Information shown START

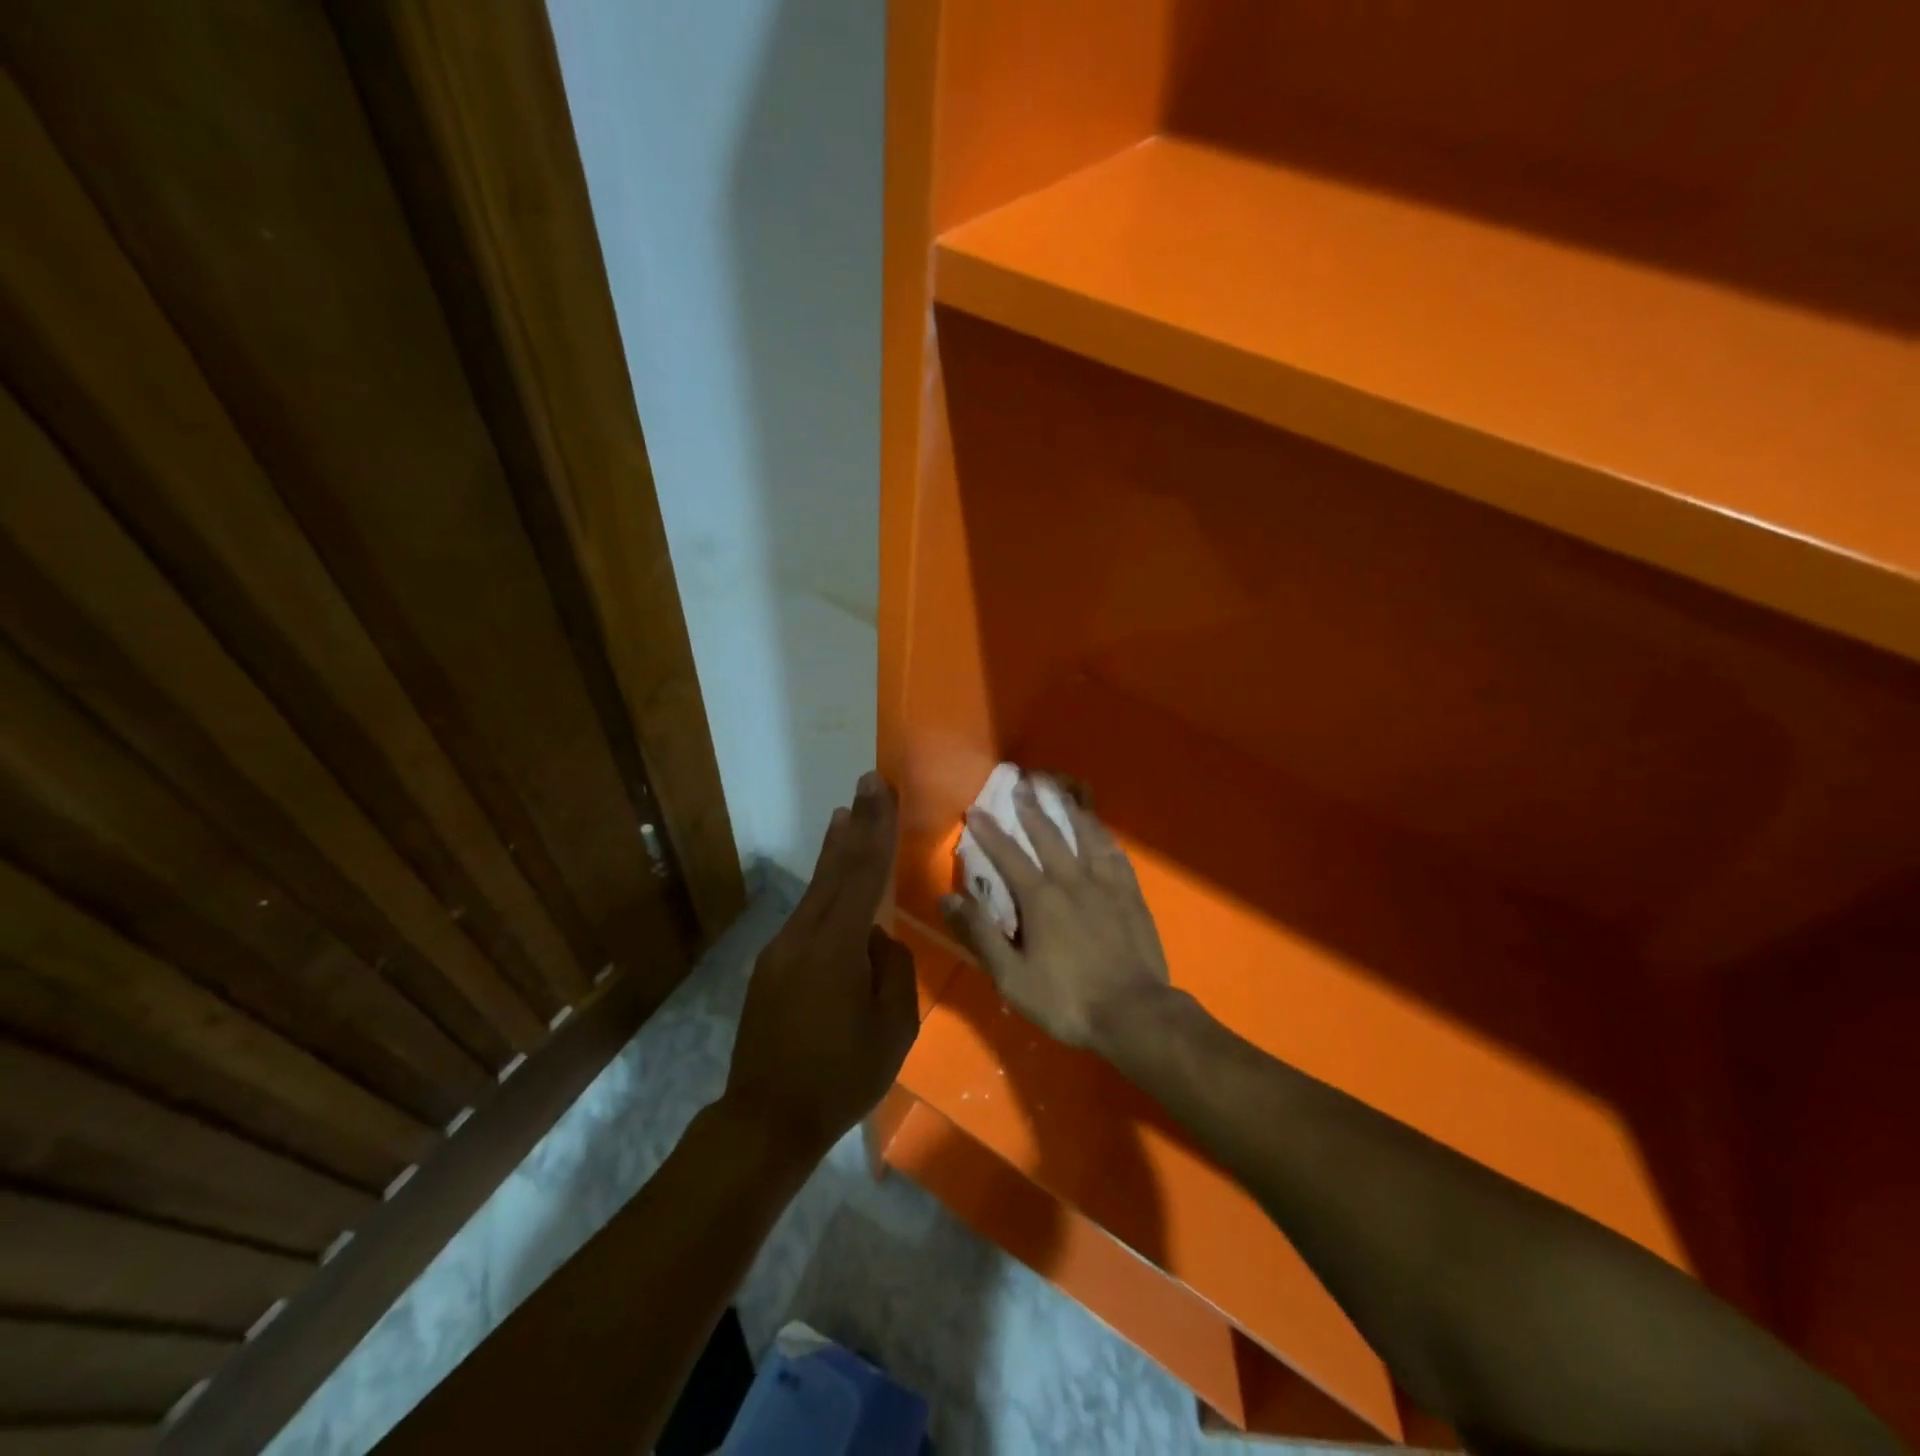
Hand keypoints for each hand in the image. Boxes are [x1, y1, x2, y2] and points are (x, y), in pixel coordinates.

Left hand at [724, 773, 919, 1161]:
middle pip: (835, 869)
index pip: (863, 874)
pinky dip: (824, 887)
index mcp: (837, 947)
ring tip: (843, 815)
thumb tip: (878, 939)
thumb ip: (892, 969)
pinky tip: (832, 882)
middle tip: (868, 783)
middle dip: (855, 824)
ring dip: (834, 850)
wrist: (766, 1119)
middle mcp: (803, 935)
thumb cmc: (841, 1077)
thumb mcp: (893, 1027)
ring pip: (816, 888)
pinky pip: (806, 914)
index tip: (880, 789)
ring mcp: (781, 949)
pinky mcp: (772, 965)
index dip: (875, 828)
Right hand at [941, 778, 1170, 1053]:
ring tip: (1059, 789)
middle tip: (1021, 782)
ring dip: (1068, 809)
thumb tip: (947, 897)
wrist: (1134, 1013)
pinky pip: (1115, 853)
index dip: (990, 832)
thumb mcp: (1012, 977)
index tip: (976, 809)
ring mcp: (1106, 884)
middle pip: (1048, 835)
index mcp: (1040, 898)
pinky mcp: (1131, 894)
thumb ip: (980, 934)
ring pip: (1085, 835)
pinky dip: (1103, 835)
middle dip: (1031, 808)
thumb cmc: (1067, 1000)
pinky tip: (1099, 827)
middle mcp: (1072, 880)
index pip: (1009, 855)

Information shown END

Copy out all the records exactly as they read, and omit the pictures.

## Written answer
Hand keypoints for each hand in the image. Boxes are [x1, y1, x2, y2] and points are (x, y), in pixel coordinates.

Left hand at [724, 773, 919, 1161]:
middle pip: (835, 869)
index pip: (863, 874)
pinky dip: (824, 887)
index mcp: (837, 947)
ring tip: (843, 815)
thumb tip: (878, 939)
thumb ip: (892, 969)
pinky tip: (832, 882)
middle tip: (868, 783)
middle dip: (855, 824)
ring dip: (834, 850)
wrist: (766, 1119)
middle mcp: (803, 935)
thumb cmc: (841, 1077)
thumb mcp: (893, 1027)
ring pip: (816, 888)
pinky pip: (806, 914)
index tip: (880, 789)
ring mcp: (781, 949)
pinky mcp: (772, 965)
index dip: (875, 828)
Right hand at [941, 778, 1170, 1053]:
ring tip: (1059, 789)
middle tip: (1021, 782)
ring dip: (1068, 809)
thumb tip: (947, 897)
wrist: (1134, 1013)
pinky pip: (1115, 853)
index dip: (990, 832)
thumb mcp: (1012, 977)
index tip: (976, 809)
ring mcp: (1106, 884)
middle pip: (1048, 835)
index mcp: (1040, 898)
pinky mcp: (1131, 894)
thumb ip: (980, 934)
ring pip: (1085, 835)
pinky dip: (1103, 835)
middle dip: (1031, 808)
thumb cmc: (1067, 1000)
pinky tip: (1099, 827)
middle mcp: (1072, 880)
index pip: (1009, 855)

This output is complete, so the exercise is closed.